Cooper glanced at his watch again and sighed. “Except my father has an appointment later this morning with an oncologist. I thought we’d be back in plenty of time for me to get him there, but I’d better call him.”
“Cell signals up here are spotty at best.”
He checked his cell. No signal. A low curse escaped him.
“I’m sorry,” she said. “But that’s encouraging he made an appointment, though. I thought he was against getting treatment. That’s what I heard at least.”
“He was. But after a conversation with your mom, apparently, he changed his mind. At least he seems willing to try something.”
“With my mom? What could she have said to him?”
“But I happened to interrupt a conversation they were having in our apartment. That was your mom telling him to get his act together, I guess. That he couldn’t just give up. Not on her watch anyway. And…that I needed him. It was a surprise, really, because I thought that they hardly knew each other.”
As he talked, his thumb absently rubbed across her shoulder. His fingers warmed her arm.
She felt warm everywhere he touched her. “Maybe they did.”
“I feel like I would’ve known,” he said.
“Really? I don’t think any of us really know our parents when we’re young. I mean, life is complicated.”
Cooper frowned. “Are you saying—”
“I’m saying that our parents are and will forever be a mystery. I guess that’s how it should be. I mean Ryan might not understand . . . this.”
“Me, holding you, you mean?”
His thumb moved against her arm, sending tingles down to her fingertips. There was something particularly intimate about that motion, but she didn’t want him to stop. “Yes.”
“Mind if I ask you a question?”
She gave a noncommittal shrug, afraid he’d just heard her thoughts.
“You never married Ryan’s father. Or anyone else for that matter.”
“Is there a question in there somewhere?”
“I just wondered why. Why a woman like you would stay single and not find some man to love you?”
“Huh. I could ask you the same thing.”
“I asked first,” he said.
After a long moment, she decided to answer him. “Ryan’s father, Ethan Bradley, was a summer boy. You know the kind. His very wealthy family had sent him here on summer break to experience the West. To work on a ranch wrangling his father’s friend’s cattle. To at least pretend he understood an honest days’ work. I was young, he was different, attractive. He was everything I thought I wanted. Someone urban. Someone who could expand my universe. We spent the entire summer together. I thought I loved him. But at the end of summer, he returned to school back East with hardly a goodbye. When I realized I was pregnant, I called him. He told me that it was my problem, not his. He practically denied it could be his. He wanted me to—” She couldn’t even say it.

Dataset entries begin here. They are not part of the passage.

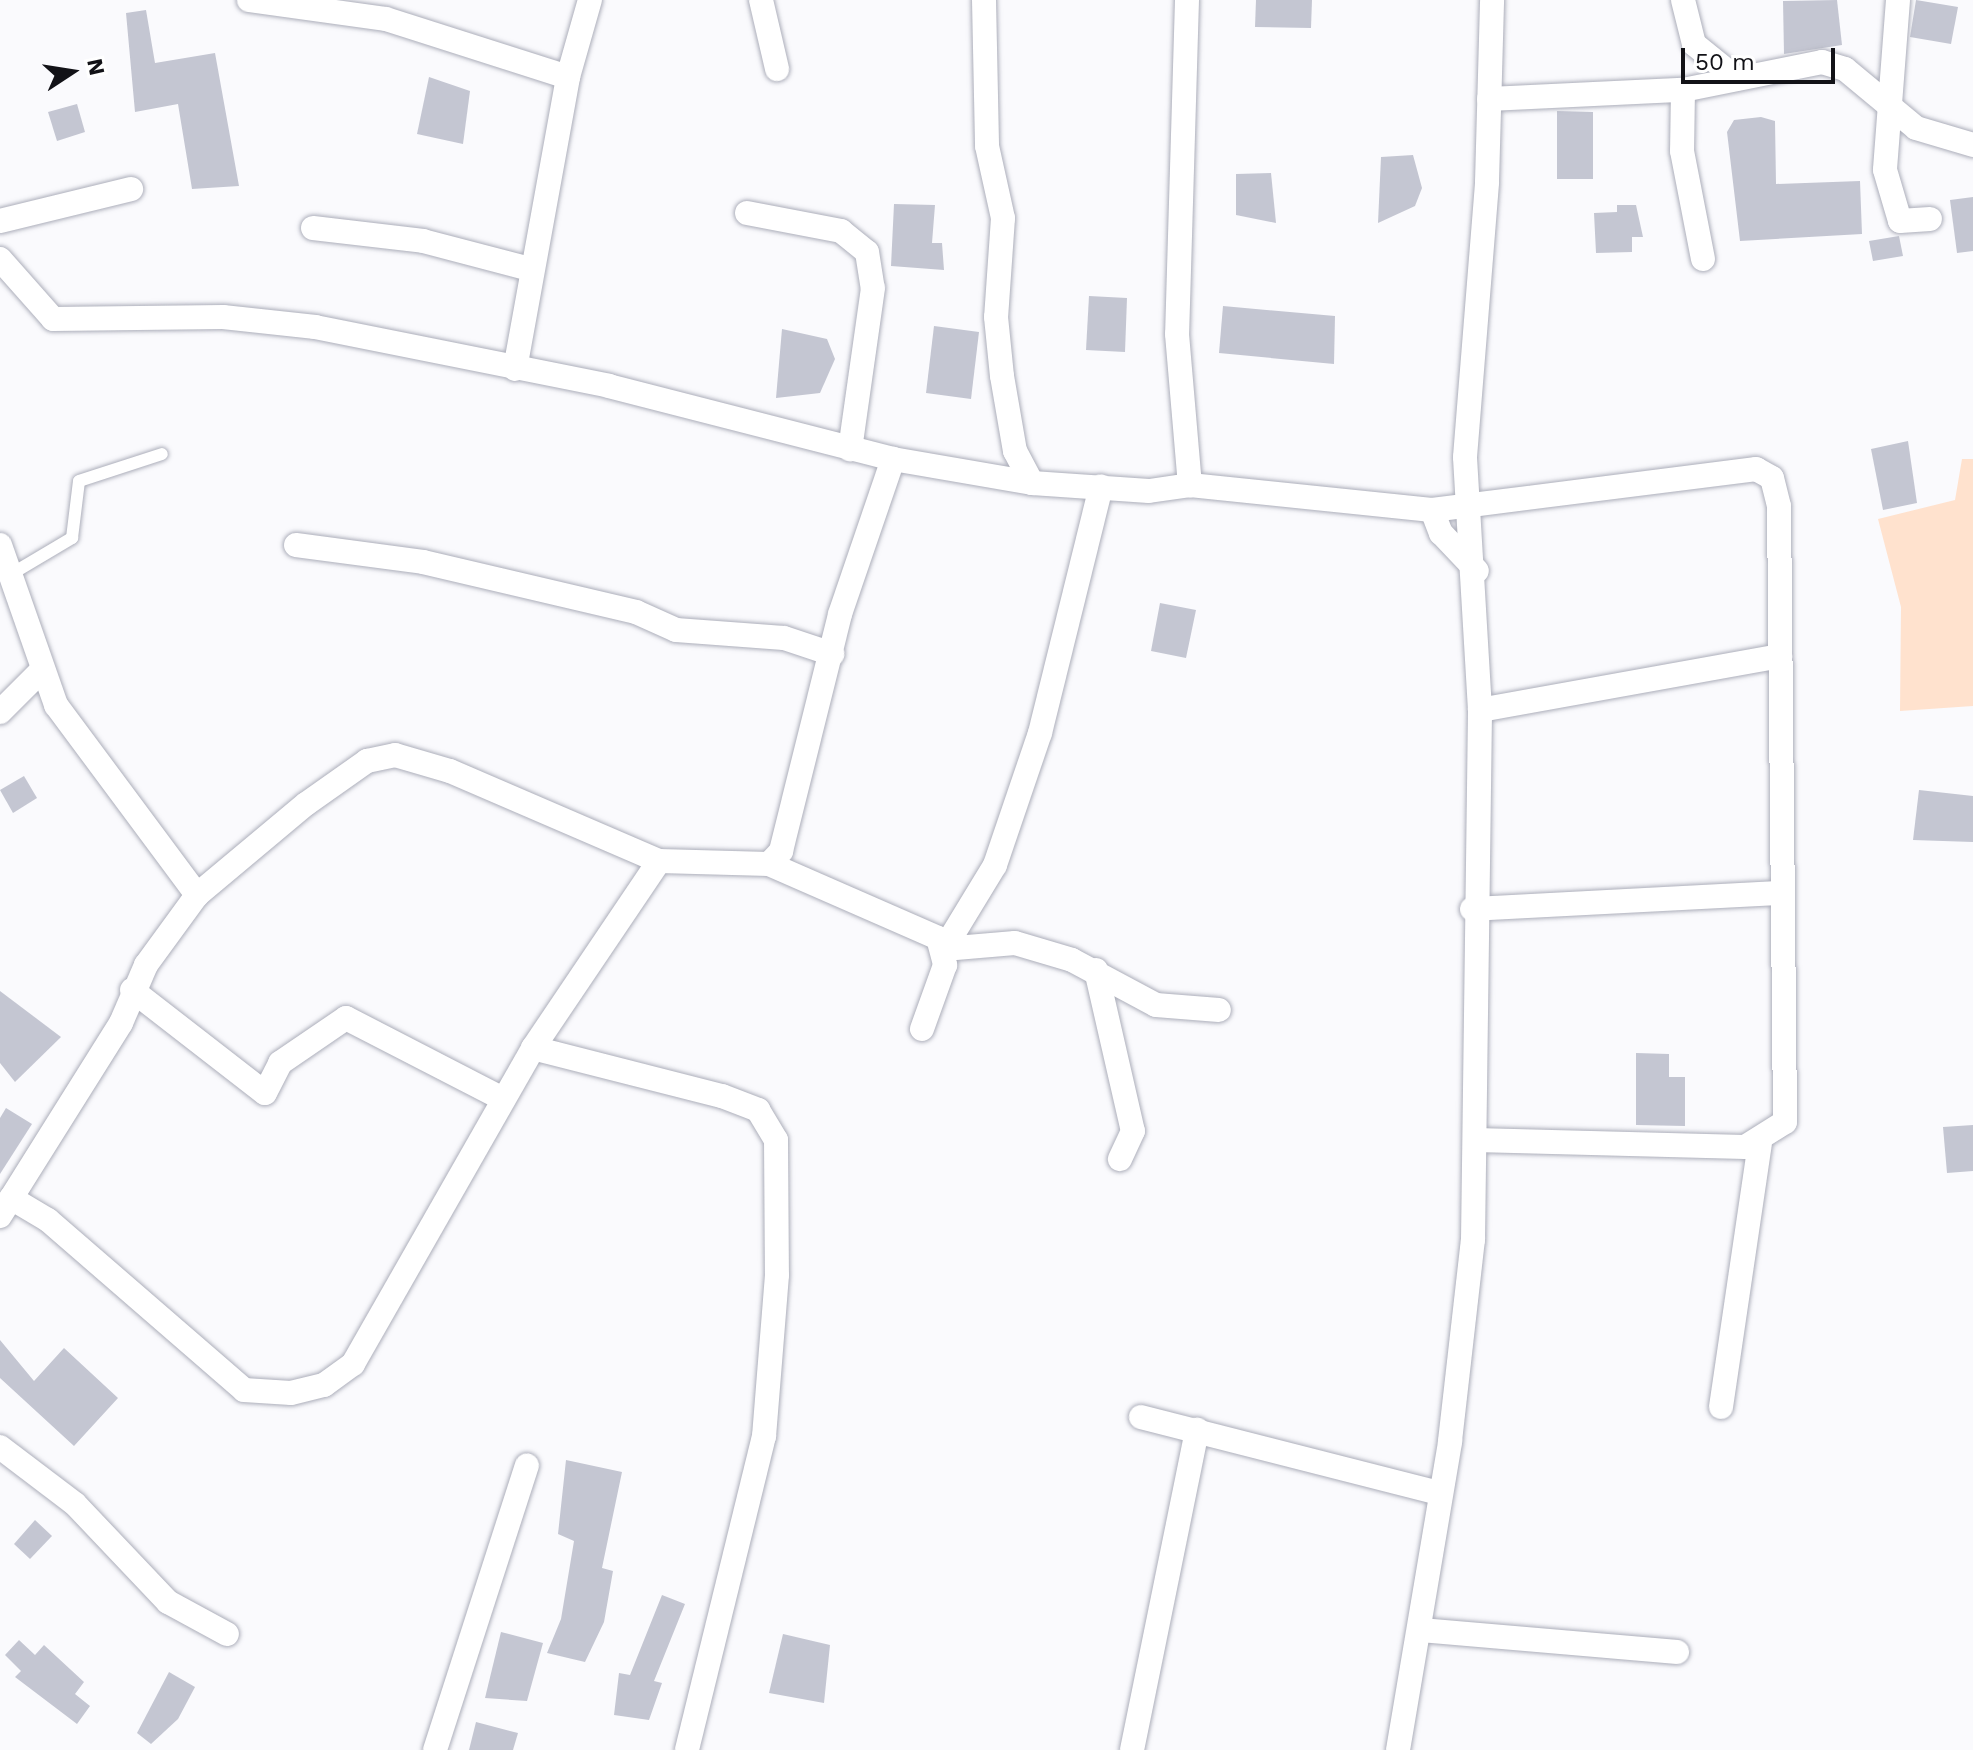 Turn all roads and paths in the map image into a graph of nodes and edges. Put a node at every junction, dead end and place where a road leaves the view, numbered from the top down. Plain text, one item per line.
1 (249, 0) edge
2 (590, 0) edge
3 (761, 0) edge
4 (984, 0) edge
5 (1187, 0) edge
6 (1492, 0) edge
7 (1683, 0) edge
8 (1898, 0) edge
9 (777, 69) dead end
10 (568, 77) junction
11 (1737, 79) junction
12 (1683, 90) junction
13 (1489, 99) junction
14 (1891, 107) junction
15 (1973, 145) edge
16 (131, 189) dead end
17 (747, 213) dead end
18 (1930, 219) dead end
19 (0, 221) edge
20 (313, 228) dead end
21 (0, 259) edge
22 (1703, 259) dead end
23 (530, 269) junction
24 (515, 369) junction
25 (850, 449) junction
26 (162, 454) dead end
27 (893, 459) junction
28 (1032, 483) junction
29 (1190, 485) junction
30 (1101, 486) junction
31 (1469, 504) junction
32 (1432, 510) junction
33 (0, 545) edge
34 (296, 545) dead end
35 (1477, 571) junction
36 (13, 573) junction
37 (832, 654) junction
38 (1780, 656) junction
39 (41, 671) junction
40 (1480, 710) junction
41 (0, 712) edge
42 (659, 861) junction
43 (769, 864) junction
44 (1781, 893) junction
45 (197, 895) junction
46 (1472, 909) junction
47 (944, 949) junction
48 (1096, 970) junction
49 (132, 990) junction
50 (1219, 1010) dead end
51 (922, 1029) dead end
52 (533, 1048) junction
53 (503, 1099) junction
54 (1475, 1140) junction
55 (1760, 1144) junction
56 (1120, 1159) dead end
57 (5, 1207) edge
58 (1721, 1407) dead end
59 (1141, 1417) dead end
60 (1197, 1430) junction
61 (0, 1447) edge
62 (527, 1466) dead end
63 (1440, 1493) junction
64 (1421, 1630) junction
65 (227, 1634) dead end
66 (1677, 1652) dead end
67 (435, 1750) edge
68 (687, 1750) edge
69 (1132, 1750) edge
70 (1398, 1750) edge

1 - 10 street
2 - 10 street
3 - 9 street
4 - 28 street
5 - 29 street
6 - 13 street
7 - 11 street
8 - 14 street
10 - 23 street
11 - 12 street
11 - 14 street
12 - 13 street
12 - 22 street
13 - 31 street
14 - 15 street
14 - 18 street
16 - 19 street
17 - 25 street
20 - 23 street
21 - 24 street
23 - 24 street
24 - 25 street
25 - 27 street
26 - 36 lane
27 - 28 street
27 - 37 street
28 - 30 street
29 - 30 street
29 - 32 street
30 - 47 street
31 - 32 street
31 - 35 street
31 - 38 street
32 - 35 street
33 - 36 street
34 - 37 street
35 - 40 street
36 - 39 street
37 - 43 street
38 - 40 street
38 - 44 street
39 - 41 street
39 - 45 street
40 - 46 street
42 - 43 street
42 - 45 street
42 - 52 street
43 - 47 street
44 - 46 street
44 - 55 street
45 - 49 street
46 - 54 street
47 - 48 street
47 - 51 street
48 - 50 street
48 - 56 street
49 - 53 street
49 - 57 street
52 - 53 street
52 - 68 street
53 - 57 street
54 - 55 street
54 - 63 street
55 - 58 street
59 - 60 street
60 - 63 street
60 - 69 street
61 - 65 street
62 - 67 street
63 - 64 street
64 - 66 street
64 - 70 street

“So, he basically ghosted you?”
“His parents sent me money. A check. To me, then—even now, to be honest—it was a lot of money, but I wouldn’t keep it. I sent it back. I didn’t want their money. Or anything to do with them. Instead, I had him sign away any parental rights to the baby, which he happily but foolishly did. Because Ryan is an incredible kid who he’ll never know. That was the last I heard from him.”